Overview of study design:
- This is a first-in-human study to evaluate safety and antitumor activity of SPEAR T-cells (ADP-A2AFP) directed towards AFP in patients with HCC not amenable to transplant, resection, or loco-regional therapy and failed/intolerant/refused standard of care treatment (NCT03132792)
- Up to 20 patients will be enrolled using a modified 3+3 design, in three dose escalation cohorts followed by an expansion phase:
• Cohort 1: target dose of 100 million transduced cells (range: 80-120 million); lymphodepletion regimen of cyclophosphamide (Cy) (500 mg/m2) and fludarabine (Flu) (20 mg/m2) x 3 days: stagger of 21 days between patients to evaluate dose limiting toxicities (DLTs)
• Cohort 2: target dose of 1 billion transduced cells (range: 500 million to 1.2 billion); lymphodepletion regimen of Cy (500 mg/m2) and Flu (20 mg/m2) x 3 days: stagger of 7 days between patients to evaluate DLTs
• Cohort 3: target dose of 5 billion transduced cells (range: 1.2 to 6 billion); lymphodepletion regimen of Cy (600 mg/m2) x 3 days and Flu (30 mg/m2) x 4 days; stagger of 7 days between patients to evaluate DLTs
• Expansion Phase: target dose of 5 billion transduced cells (range: 1.2 to 10 billion); lymphodepletion regimen of Cy (600 mg/m2) x 3 days and Flu (30 mg/m2) x 4 days; no stagger between patients
Poster presentation details:
- Title: Initial safety of AFP SPEAR T-cells in patients with advanced hepatocellular carcinoma
- Session Title: Adoptive Cell Therapy 3
- Session Date and Time: Tuesday Apr 2, 2019 8:00 AM - 12:00 PM ET
- Location: Georgia World Congress Center, Exhibit Hall B, Poster Section 22
- Poster Board Number: 6
- Abstract Number: 3183
Adaptimmune is a clinical-stage biopharmaceutical company focused on the development of novel cancer immunotherapy products. The Company’s unique SPEAR (Specific Peptide Enhanced Affinity Receptor) T‑cell platform enables the engineering of T-cells to target and destroy cancer, including solid tumors. Adaptimmune is currently conducting clinical trials with SPEAR T-cells targeting MAGE-A4, MAGE-A10, and AFP across multiple solid tumor indications. The Company is located in Philadelphia, USA and Oxfordshire and Stevenage, UK. For more information, please visit http://www.adaptimmune.com.
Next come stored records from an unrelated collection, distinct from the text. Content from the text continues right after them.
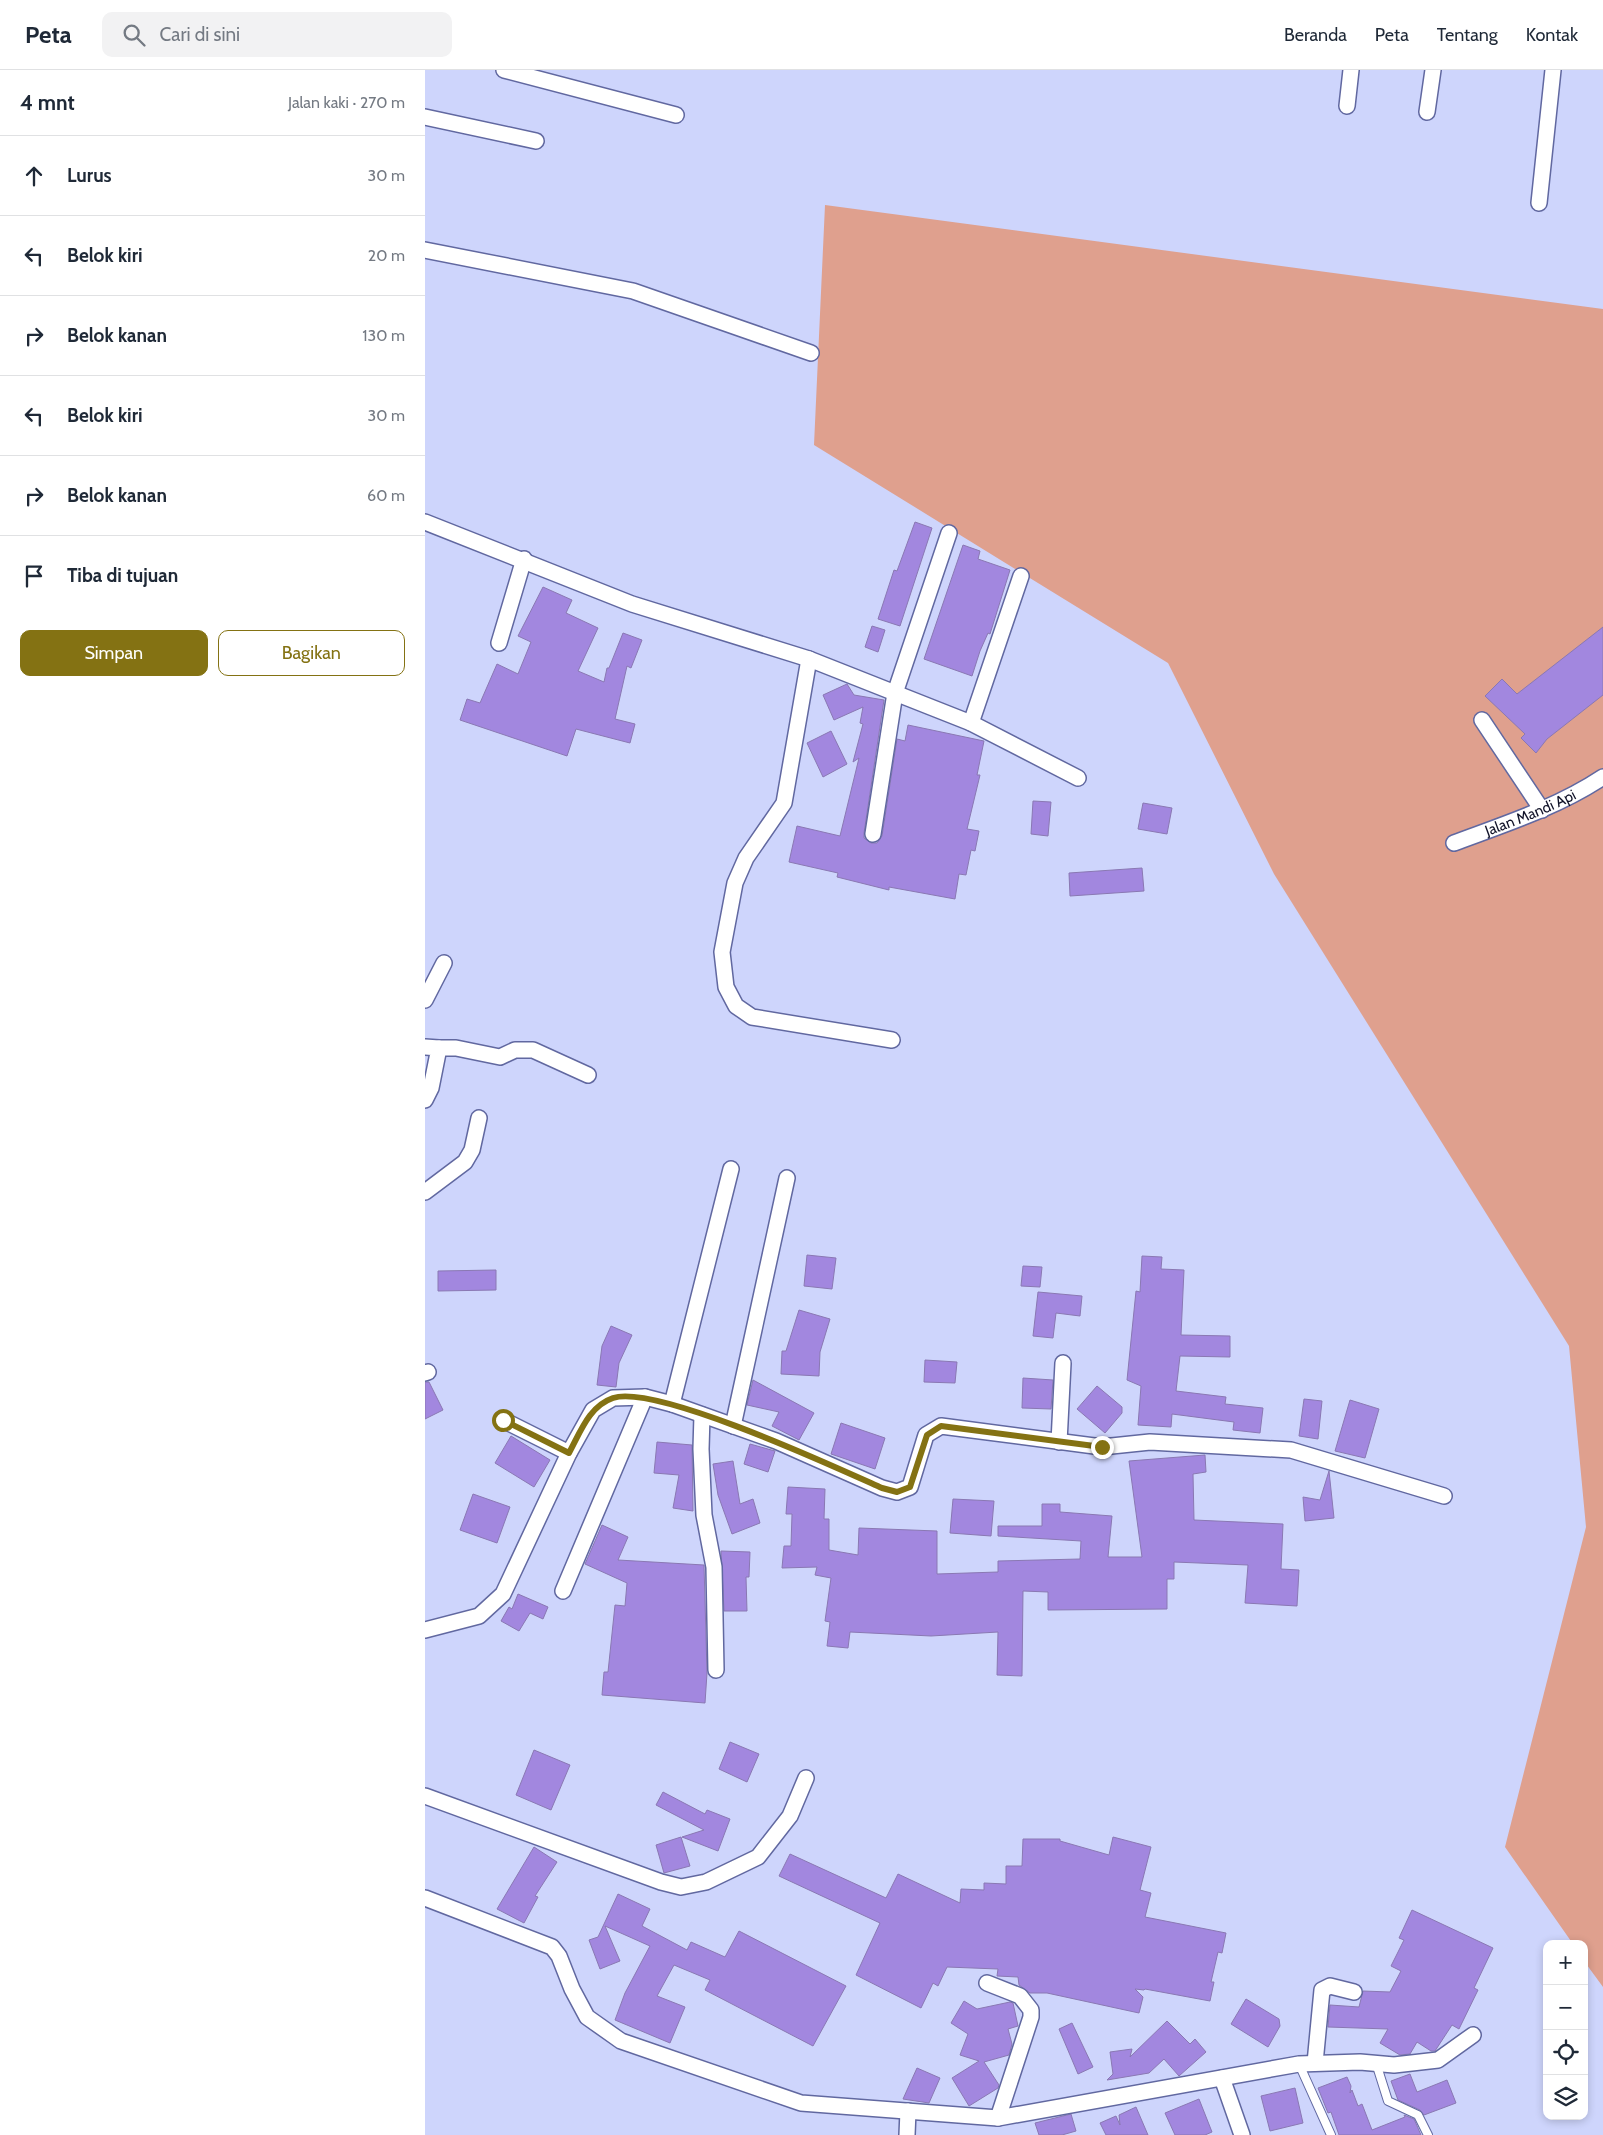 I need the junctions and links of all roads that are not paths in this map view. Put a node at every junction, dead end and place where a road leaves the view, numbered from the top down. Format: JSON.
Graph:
{"nodes":[{"id":1,"x":504,"y":70,"type":"edge"},
{"id":2,"x":1351,"y":70,"type":"edge"},
{"id":3,"x":1433,"y":70,"type":"edge"},
{"id":4,"x":1553,"y":70,"type":"edge"},
{"id":5,"x":1347,"y":106,"type":"dead end"},
{"id":6,"x":1427,"y":112,"type":"dead end"},
{"id":7,"x":676,"y":115,"type":"dead end"},
{"id":8,"x":425,"y":117,"type":"edge"},
{"id":9,"x":536,"y":141,"type":"dead end"},
{"id":10,"x":1539,"y":203,"type":"dead end"},
{"id":11,"x":425,"y":250,"type":"edge"},
{"id":12,"x":811,"y":353,"type":"dead end"},
{"id":13,"x":425,"y":522,"type":"edge"},
{"id":14,"x":949,"y":534,"type":"dead end"},
{"id":15,"x":524,"y":559,"type":"junction"},
{"id":16,"x":1021,"y":576,"type":"dead end"},
{"id":17,"x":499,"y":643,"type":"dead end"},
{"id":18,"x":809,"y":659,"type":"junction"},
{"id":19,"x":895,"y":693,"type":"junction"},
{"id":20,"x":1482,"y":720,"type":"dead end"},
{"id":21,"x":971,"y":723,"type":"junction"},
{"id":22,"x":1603,"y":777,"type":"edge"},
{"id":23,"x":1078,"y":778,"type":"dead end"},
{"id":24,"x":1542,"y":810,"type":"junction"},
{"id":25,"x":873,"y":834,"type":"dead end"},
{"id":26,"x":1455,"y":843,"type":"dead end"},
{"id":27,"x":444,"y":963,"type":"dead end"},
{"id":28,"x":425,"y":1000,"type":"edge"},
{"id":29,"x":892,"y":1040,"type":"dead end"},
{"id":30,"x":432,"y":1048,"type":"edge"},
{"id":31,"x":588,"y":1075,"type":"dead end"},
{"id":32,"x":425,"y":1100,"type":"edge"},
{"id":33,"x":479,"y":1118,"type":"dead end"},
{"id":34,"x":731,"y":1169,"type":"dead end"},
{"id":35,"x":787,"y":1178,"type":"dead end"},
{"id":36,"x":425,"y":1192,"type":"edge"},
{"id":37,"x":1063,"y":1363,"type":"dead end"},
{"id":38,"x":645,"y":1398,"type":"junction"},
{"id":39,"x":672,"y":1404,"type":"junction"},
{"id":40,"x":702,"y":1415,"type":"junction"},
{"id":41,"x":503,"y":1420,"type":"dead end"},
{"id":42,"x":733,"y":1426,"type":"junction"},
{"id":43,"x":1059,"y":1442,"type":"junction"},
{"id":44,"x":569,"y":1453,"type":"junction"},
{"id":45,"x":1445,"y":1496,"type":"dead end"},
{"id":46,"x":563,"y":1591,"type":"dead end"},
{"id":47,"x":425,"y":1630,"type":"edge"},
{"id":48,"x":716,"y":1670,"type":"dead end"},
{"id":49,"x":806,"y":1778,"type":"dead end"},
{"id":50,"x":425,"y":1796,"type":"edge"},
{"id":51,"x":425,"y":1898,"type":"edge"},
{"id":52,"x":987,"y":1983,"type":"dead end"},
{"id":53,"x":1353,"y":1992,"type":"dead end"},
{"id":54,"x":1473,"y":2035,"type":"dead end"},
{"id":55,"x":1299,"y":2064,"type":"junction"},
{"id":56,"x":1315,"y":2064,"type":"junction"},
{"id":57,"x":1376,"y":2064,"type":"junction"},
{"id":58,"x":1222,"y":2078,"type":"junction"},
{"id":59,"x":908,"y":2111,"type":"junction"},
{"id":60,"x":999,"y":2118,"type":"junction"},
{"id":61,"x":907,"y":2135,"type":"edge"},
{"id":62,"x":1242,"y":2135,"type":"edge"},
{"id":63,"x":1331,"y":2135,"type":"edge"},
{"id":64,"x":1428,"y":2135,"type":"edge"}],
"edges":[{"from":1,"to":7,"type":"street"},
{"from":2,"to":5,"type":"street"},
{"from":3,"to":6,"type":"street"},
{"from":4,"to":10,"type":"street"},
{"from":8,"to":9,"type":"street"},
{"from":11,"to":12,"type":"street"},
{"from":13,"to":15,"type":"street"},
{"from":14,"to":19,"type":"street"},
{"from":15,"to":17,"type":"street"},
{"from":15,"to":18,"type":"street"},
{"from":16,"to":21,"type":"street"},
{"from":18,"to":19,"type":"street"},
{"from":18,"to":29,"type":"street"},
{"from":19,"to":21,"type":"street"},
{"from":19,"to":25,"type":"street"},
{"from":20,"to":24,"type":"street"},
{"from":21,"to":23,"type":"street"},
{"from":22,"to":24,"type":"street","name":"Jalan Mandi Api"},
{"from":24,"to":26,"type":"street","name":"Jalan Mandi Api"},
{"from":27,"to":28,"type":"street"},
{"from":30,"to":31,"type":"street"},
{"from":30,"to":32,"type":"street"},
{"from":33,"to":36,"type":"street"},
{"from":34,"to":39,"type":"street"},
{"from":35,"to":42,"type":"street"},
{"from":37,"to":43,"type":"street"},
{"from":38,"to":39,"type":"street"},
{"from":38,"to":44,"type":"street"},
{"from":38,"to":46,"type":"street"},
{"from":39,"to":40,"type":"street"},
{"from":40,"to":42,"type":"street"},
{"from":40,"to":48,"type":"street"},
{"from":41,"to":44,"type":"street"},
{"from":42,"to":43,"type":"street"},
{"from":43,"to":45,"type":"street"},
{"from":44,"to":47,"type":"street"},
{"from":49,"to":50,"type":"street"},
{"from":51,"to":59,"type":"street"},
{"from":52,"to":60,"type":"street"},
{"from":53,"to":56,"type":"street"},
{"from":54,"to":57,"type":"street"},
{"from":55,"to":56,"type":"street"},
{"from":55,"to":58,"type":"street"},
{"from":55,"to":63,"type":"lane"},
{"from":56,"to":57,"type":"street"},
{"from":57,"to":64,"type":"lane"},
{"from":58,"to":60,"type":"street"},
{"from":58,"to":62,"type":"street"},
{"from":59,"to":60,"type":"street"},
{"from":59,"to":61,"type":"street"}]}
This release contains “forward-looking statements” within the meaning of the Private Securities Litigation Reform Act of 1995 (PSLRA). These forward-looking statements involve certain risks and uncertainties. Such risks and uncertainties could cause our actual results to differ materially from those indicated by such forward-looking statements, and include, without limitation: the success, cost and timing of our product development activities and clinical trials and our ability to successfully advance our TCR therapeutic candidates through the regulatory and commercialization processes. For a further description of the risks and uncertainties that could cause our actual results to differ materially from those expressed in these forward-looking statements, as well as risks relating to our business in general, we refer you to our Annual Report on Form 10-K filed with the Securities and Exchange Commission (SEC) on February 27, 2019, and our other SEC filings. The forward-looking statements contained in this press release speak only as of the date the statements were made and we do not undertake any obligation to update such forward-looking statements to reflect subsequent events or circumstances.